Rail-enabled ferries were not the priority for Willis when she delivered her plan in December, with a specific but undeclared “funding envelope”.
But it was for Peters.. Rebuilding the rail network after a period of privatisiation in the 90s, which continues to rankle with Peters has been a years-long project.
He said the cost of the project worked out by his team had not increased from the projections he provided Willis in April 2024. A claim that will prove difficult to verify when no dollar figures will emerge for some time.
“Have you lost the plot here? We’re saving the taxpayer billions of dollars … [it will be] a whole lot less expensive than what we faced,” he said.

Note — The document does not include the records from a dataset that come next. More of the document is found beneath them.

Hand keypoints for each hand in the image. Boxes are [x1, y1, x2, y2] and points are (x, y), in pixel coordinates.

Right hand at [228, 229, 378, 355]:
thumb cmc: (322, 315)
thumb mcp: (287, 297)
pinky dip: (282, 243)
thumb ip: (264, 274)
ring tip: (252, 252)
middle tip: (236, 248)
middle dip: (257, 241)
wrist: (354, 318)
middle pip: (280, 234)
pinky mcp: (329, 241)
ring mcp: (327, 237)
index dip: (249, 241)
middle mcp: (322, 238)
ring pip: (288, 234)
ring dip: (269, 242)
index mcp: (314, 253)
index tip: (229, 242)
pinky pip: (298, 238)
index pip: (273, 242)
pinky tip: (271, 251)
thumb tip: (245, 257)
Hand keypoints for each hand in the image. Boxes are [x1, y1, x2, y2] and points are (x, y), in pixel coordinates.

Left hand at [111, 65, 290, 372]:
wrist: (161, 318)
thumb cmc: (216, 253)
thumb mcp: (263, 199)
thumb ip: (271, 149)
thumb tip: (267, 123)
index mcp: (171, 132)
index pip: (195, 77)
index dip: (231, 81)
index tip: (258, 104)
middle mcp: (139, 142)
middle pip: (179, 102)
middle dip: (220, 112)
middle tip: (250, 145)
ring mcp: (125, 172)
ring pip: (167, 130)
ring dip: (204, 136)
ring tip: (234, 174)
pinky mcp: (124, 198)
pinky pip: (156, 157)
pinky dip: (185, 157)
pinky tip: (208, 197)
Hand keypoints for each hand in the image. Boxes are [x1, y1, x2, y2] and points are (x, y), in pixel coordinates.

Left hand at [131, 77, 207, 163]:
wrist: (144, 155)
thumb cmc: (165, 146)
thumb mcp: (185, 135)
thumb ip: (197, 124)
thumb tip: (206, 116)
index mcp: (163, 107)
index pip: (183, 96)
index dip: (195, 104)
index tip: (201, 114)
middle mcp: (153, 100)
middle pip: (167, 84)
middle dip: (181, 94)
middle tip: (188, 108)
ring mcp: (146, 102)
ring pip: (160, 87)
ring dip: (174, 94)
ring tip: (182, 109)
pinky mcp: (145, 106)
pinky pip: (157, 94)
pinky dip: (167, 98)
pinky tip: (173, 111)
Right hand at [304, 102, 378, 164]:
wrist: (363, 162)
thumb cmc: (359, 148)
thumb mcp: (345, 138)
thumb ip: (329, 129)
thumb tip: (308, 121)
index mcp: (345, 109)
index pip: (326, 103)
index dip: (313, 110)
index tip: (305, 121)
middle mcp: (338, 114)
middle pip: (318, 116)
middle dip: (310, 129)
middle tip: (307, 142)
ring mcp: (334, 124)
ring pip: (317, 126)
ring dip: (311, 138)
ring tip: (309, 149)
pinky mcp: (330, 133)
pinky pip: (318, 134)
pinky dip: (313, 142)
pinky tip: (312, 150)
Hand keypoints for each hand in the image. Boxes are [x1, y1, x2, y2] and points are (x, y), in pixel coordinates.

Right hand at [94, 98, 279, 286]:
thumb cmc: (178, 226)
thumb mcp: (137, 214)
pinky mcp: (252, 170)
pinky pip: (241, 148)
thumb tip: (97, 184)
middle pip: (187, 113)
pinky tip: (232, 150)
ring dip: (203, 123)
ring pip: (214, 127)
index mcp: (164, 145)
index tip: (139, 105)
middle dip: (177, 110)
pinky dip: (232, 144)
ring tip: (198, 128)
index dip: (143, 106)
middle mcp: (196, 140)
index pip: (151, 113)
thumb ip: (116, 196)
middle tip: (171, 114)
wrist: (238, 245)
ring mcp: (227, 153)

“The only projects there was … iRex or this.”
Prime Minister Christopher Luxon stuck by Peters on this, also declining to disclose the funding envelope.
He did acknowledge Willis had a plan. Yet Peters had produced “a better plan, and that’s a good thing”.
It would be “a hell of a lot cheaper than iRex”, Luxon said.
Said Peters: “I can give you a thousand assurances, but some of us are half Scottish. We are more careful about saving your money, and we are about saving our own. That's been the driving thing. We're not going to waste one dollar of taxpayers money.”
Key to keeping the cost down was making the minimum viable changes to portside infrastructure. Wellington’s port would be modified instead of overhaulled; Pictons would need greater replacement.
Hipkins suggested this was kicking the can down the road. “It's probably going to cost New Zealanders more money, but at least it's good that they've made the decision.”
Peters will continue to claim this plan is better, no matter the cost.